Speaker
Description
In this talk, I will aim to shed new light on an old question, namely: “what does gravitational physics in an additional compact dimension look like to a lower dimensional observer?” The standard Kaluza-Klein story tells us that we should expect to see (infinite) towers of massive spin-2 fields; more recently, theories involving exactly these kinds of fields - so-called multi-gravity theories - have undergone something of a resurgence, thanks to many interesting theoretical and phenomenological developments. These ideas are related: multi-gravity can be thought of as arising from higher dimensional GR upon discretising the extra dimension, although the strict correspondence between the two theories only holds when one does this after gauge fixing the higher dimensional lapse function.
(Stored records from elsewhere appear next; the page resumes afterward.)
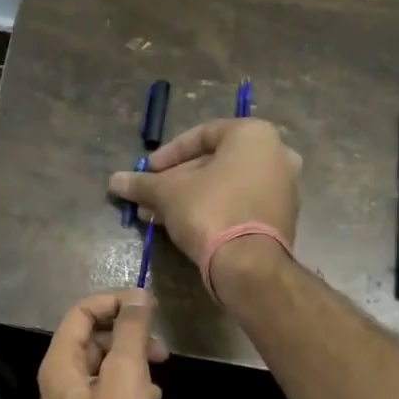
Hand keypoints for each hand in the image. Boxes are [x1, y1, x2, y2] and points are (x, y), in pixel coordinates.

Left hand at [37, 290, 165, 398]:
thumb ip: (130, 333)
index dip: (114, 302)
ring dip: (133, 362)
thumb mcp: (126, 379)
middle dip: (127, 335)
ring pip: (105, 368)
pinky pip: (111, 395)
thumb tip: (137, 296)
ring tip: (161, 373)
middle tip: (160, 349)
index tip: (150, 306)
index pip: (81, 313)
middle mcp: (61, 383)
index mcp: (60, 365)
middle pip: (93, 339)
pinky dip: (133, 388)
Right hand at [109, 118, 300, 291]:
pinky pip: (240, 204)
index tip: (147, 171)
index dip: (169, 153)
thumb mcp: (168, 193)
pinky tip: (183, 226)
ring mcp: (283, 188)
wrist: (249, 264)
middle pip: (214, 163)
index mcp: (254, 135)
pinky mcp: (281, 218)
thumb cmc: (210, 211)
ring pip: (226, 186)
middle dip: (177, 181)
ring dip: (190, 198)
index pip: (202, 134)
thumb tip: (115, 181)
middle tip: (150, 196)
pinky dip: (213, 210)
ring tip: (157, 215)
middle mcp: (277, 154)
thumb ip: (143, 183)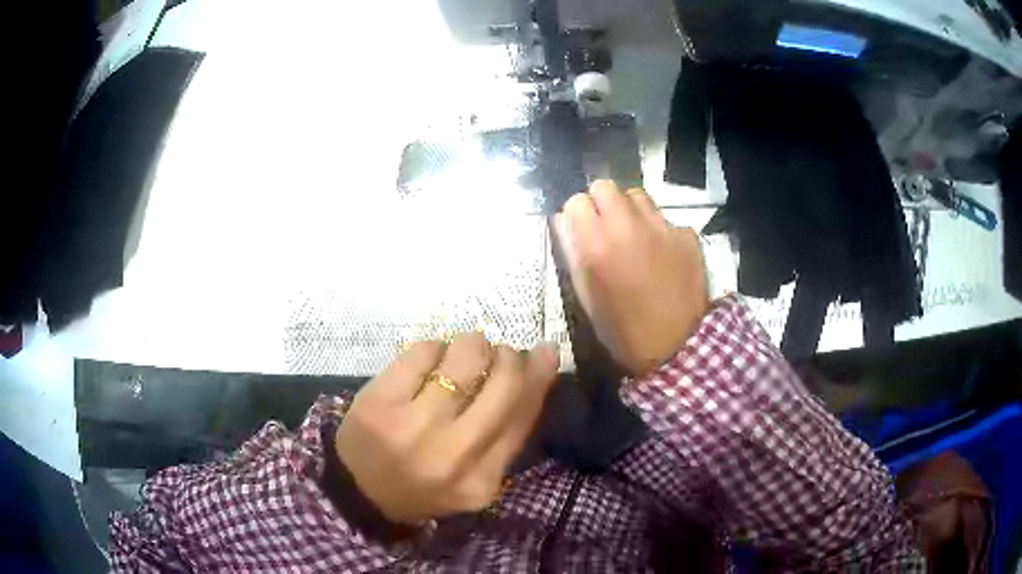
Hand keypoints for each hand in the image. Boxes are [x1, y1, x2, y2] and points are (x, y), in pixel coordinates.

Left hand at [335, 333, 558, 524]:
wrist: (359, 491)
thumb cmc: (424, 483)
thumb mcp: (474, 477)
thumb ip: (506, 432)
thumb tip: (538, 366)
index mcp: (482, 479)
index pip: (524, 415)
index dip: (538, 376)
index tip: (543, 353)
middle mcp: (454, 453)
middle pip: (503, 382)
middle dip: (509, 356)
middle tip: (499, 353)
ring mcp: (414, 426)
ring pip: (465, 356)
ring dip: (472, 345)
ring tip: (462, 355)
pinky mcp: (380, 401)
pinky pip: (424, 350)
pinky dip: (435, 347)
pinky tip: (430, 361)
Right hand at [556, 180, 708, 375]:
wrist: (677, 347)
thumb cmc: (623, 331)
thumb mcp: (586, 298)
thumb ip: (573, 254)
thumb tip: (563, 222)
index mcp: (596, 244)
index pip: (576, 201)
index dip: (577, 215)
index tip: (582, 230)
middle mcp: (627, 226)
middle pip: (606, 186)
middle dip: (601, 203)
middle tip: (606, 228)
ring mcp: (661, 227)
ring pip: (637, 195)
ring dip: (630, 210)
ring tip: (635, 236)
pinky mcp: (686, 235)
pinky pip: (665, 219)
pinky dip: (660, 231)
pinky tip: (664, 255)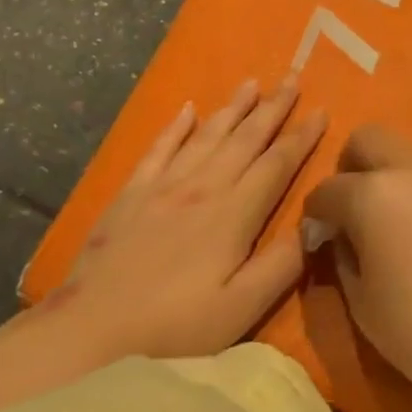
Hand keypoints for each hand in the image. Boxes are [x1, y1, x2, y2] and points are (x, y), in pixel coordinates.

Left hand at [41, 76, 326, 360]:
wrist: (90, 334)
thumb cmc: (174, 330)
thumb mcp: (240, 310)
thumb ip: (281, 265)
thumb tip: (317, 223)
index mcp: (233, 215)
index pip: (276, 165)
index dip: (301, 137)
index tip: (321, 110)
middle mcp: (202, 188)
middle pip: (245, 139)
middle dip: (272, 108)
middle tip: (292, 77)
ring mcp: (163, 186)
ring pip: (206, 136)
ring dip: (231, 108)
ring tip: (251, 83)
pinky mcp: (130, 194)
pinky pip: (159, 148)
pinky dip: (175, 127)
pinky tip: (187, 109)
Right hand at [303, 125, 411, 397]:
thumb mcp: (361, 300)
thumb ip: (343, 255)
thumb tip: (340, 236)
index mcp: (372, 193)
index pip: (327, 190)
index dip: (314, 215)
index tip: (316, 239)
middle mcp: (407, 172)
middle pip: (366, 139)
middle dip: (348, 168)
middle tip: (348, 214)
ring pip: (400, 152)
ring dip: (382, 175)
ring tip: (381, 226)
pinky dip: (409, 190)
The lapse provides crucial structure to higher dimensional GR: it ensures full diffeomorphism invariance and enforces the Hamiltonian constraint. Thus, upon deconstruction, important information related to the extra dimension is missing in the resulting multi-gravity theory; consequently, one could never hope to recover GR in its entirety upon taking the appropriate continuum limit. Here, I develop an improved deconstruction procedure that maintains the free lapse, and show that the correct deconstructed theory should actually be multi-gravity equipped with additional dynamical scalar fields, whose field equations encode the higher dimensional Hamiltonian constraint. I use the example of Randall-Sundrum brane cosmology to demonstrate this correspondence explicitly. This opens up a number of interesting avenues for studies of new, viable theories of modified gravity, and potentially a means to probe higher dimensional physics through a lower dimensional lens.